The Alpine road range will therefore only be able to rely on the A310 V6 version in 1976, the GTA in 1985 and the A610 in 1990. The latter signing the swan song of the brand with only 818 copies produced… The A105 (above) will unfortunately not have gone beyond the stage of the 1/10 scale model. This is very unfortunate, because its unprecedented architecture would have shaken up the world of sports coupes, which are generous in size but do not offer the same spectacular interior as the A105.
In 2012, however, the brand was relaunched by Carlos Ghosn and the first model (A110 above in the Dieppe factory) nicely reflects the aesthetic theme of the berlinette born in the early 1960s. Can we dream of a super-berlinette with the audacity of an A105 to complete the range ? No, sadly…

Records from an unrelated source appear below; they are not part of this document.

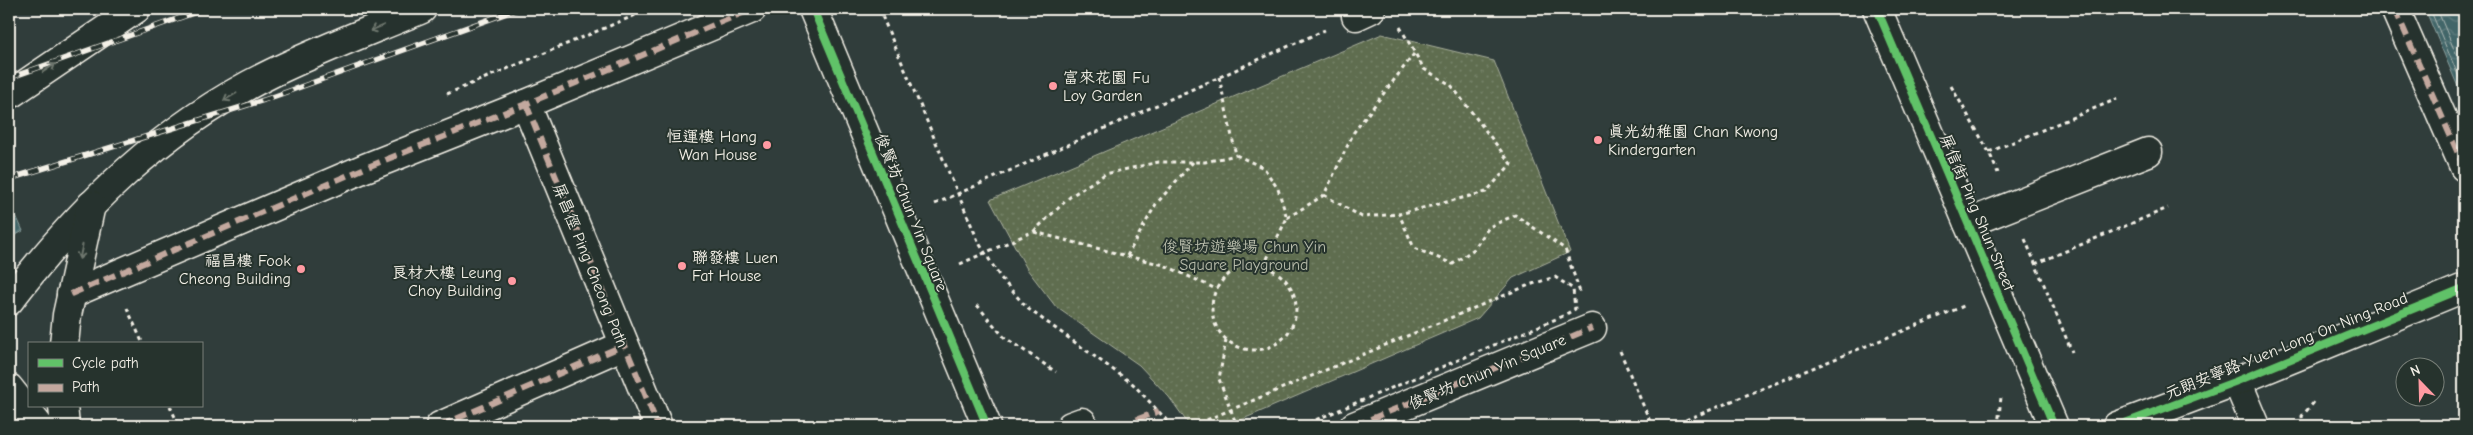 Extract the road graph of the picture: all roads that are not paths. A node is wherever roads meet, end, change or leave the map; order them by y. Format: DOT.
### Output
graph roads {
  1 [pos="136,9"];
  2 [pos="422,9"];
  3 [pos="752,9"];
  4 [pos="813,9"];
  5 [pos="1877,9"];
  6 [pos="2395,9"];
  7 [pos="9,95"];
  8 [pos="526,104"];
  9 [pos="2148,152"];
  10 [pos="2464,167"];
  11 [pos="91,204"];
  12 [pos="1968,223"];
  13 [pos="2464,288"];
  14 [pos="71,294"];
  15 [pos="9,301"];
  16 [pos="1592,328"];
  17 [pos="64,342"];
  18 [pos="624,345"];
  19 [pos="2237,381"];
  20 [pos="9,388"];
  21 [pos="63,408"];
  22 [pos="38,426"];
  23 [pos="65,426"];
  24 [pos="440,426"];
  25 [pos="658,426"];
  26 [pos="987,426"];
  27 [pos="1354,426"];
  28 [pos="2054,426"];
  29 [pos="2117,426"];
  30 [pos="2256,426"];
  7 -- 1 [label="street, one-way"];
  2 -- 11 [label="street, one-way"];
  3 -- 8 [label="street"];
  4 -- 26 [label="street, 俊賢坊 Chun Yin Square"];
  5 -- 12 [label="street, 屏信街 Ping Shun Street"];
  6 -- 10 [label="street"];
  8 -- 14 [label="street"];
  8 -- 18 [label="street, 屏昌徑 Ping Cheong Path"];
  9 -- 12 [label="street"];
  11 -- 14 [label="street, one-way"];
  11 -- 15 [label="street"];
  12 -- 28 [label="street, 屏信街 Ping Shun Street"];
  13 -- 19 [label="street, 元朗安寧路 Yuen Long On Ning Road"];
  14 -- 17 [label="street"];
  16 -- 27 [label="street, 俊賢坊 Chun Yin Square"];
  18 -- 24 [label="street"];
  18 -- 25 [label="street, 屏昌徑 Ping Cheong Path"];
  19 -- 29 [label="street, 元朗安寧路 Yuen Long On Ning Road"];
  19 -- 30 [label="street"];
  20 -- 22 [label="street"];
  21 -- 23 [label="street"];
}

BONUS: The Alpine A105 with longitudinal engine !
Robert Broyer is a stylist who has always broken codes. The models that bear his signature prove it. Nevertheless, this designer carries his work far beyond the mere aesthetic research. He knows how to take into account all the subtleties of a specification and while he supported the A105 project to be based on the rear central engine architecture, which offers many advantages, he also studied a version of the A105 with a longitudinal engine.
The two views of the plan of this more classic version reveal important differences with the one with a transverse engine. Its length evolves from 3.73 m to 3.93 m, dangerously approaching the A310. It is based on a 13 cm longer wheelbase, while its trunk only offers 140 litres of capacity. Finally, its tank is only 42 litres. Its only interest, in addition to the use of engines in longitudinal position (their Turbo versions would flourish at that time in the Renault range), was to offer 2+1 seats.
There is still an unanswered question today: what would have become of the Alpine brand if the A105 project had been launched in the second half of the 1970s ? It would have perfectly held its place between an aging A110 berlinette and a more classic A310. This new Alpine could have boosted the Dieppe plant and undoubtedly avoided the long Way of the Cross used by the successive evolutions from the A310 to the A610.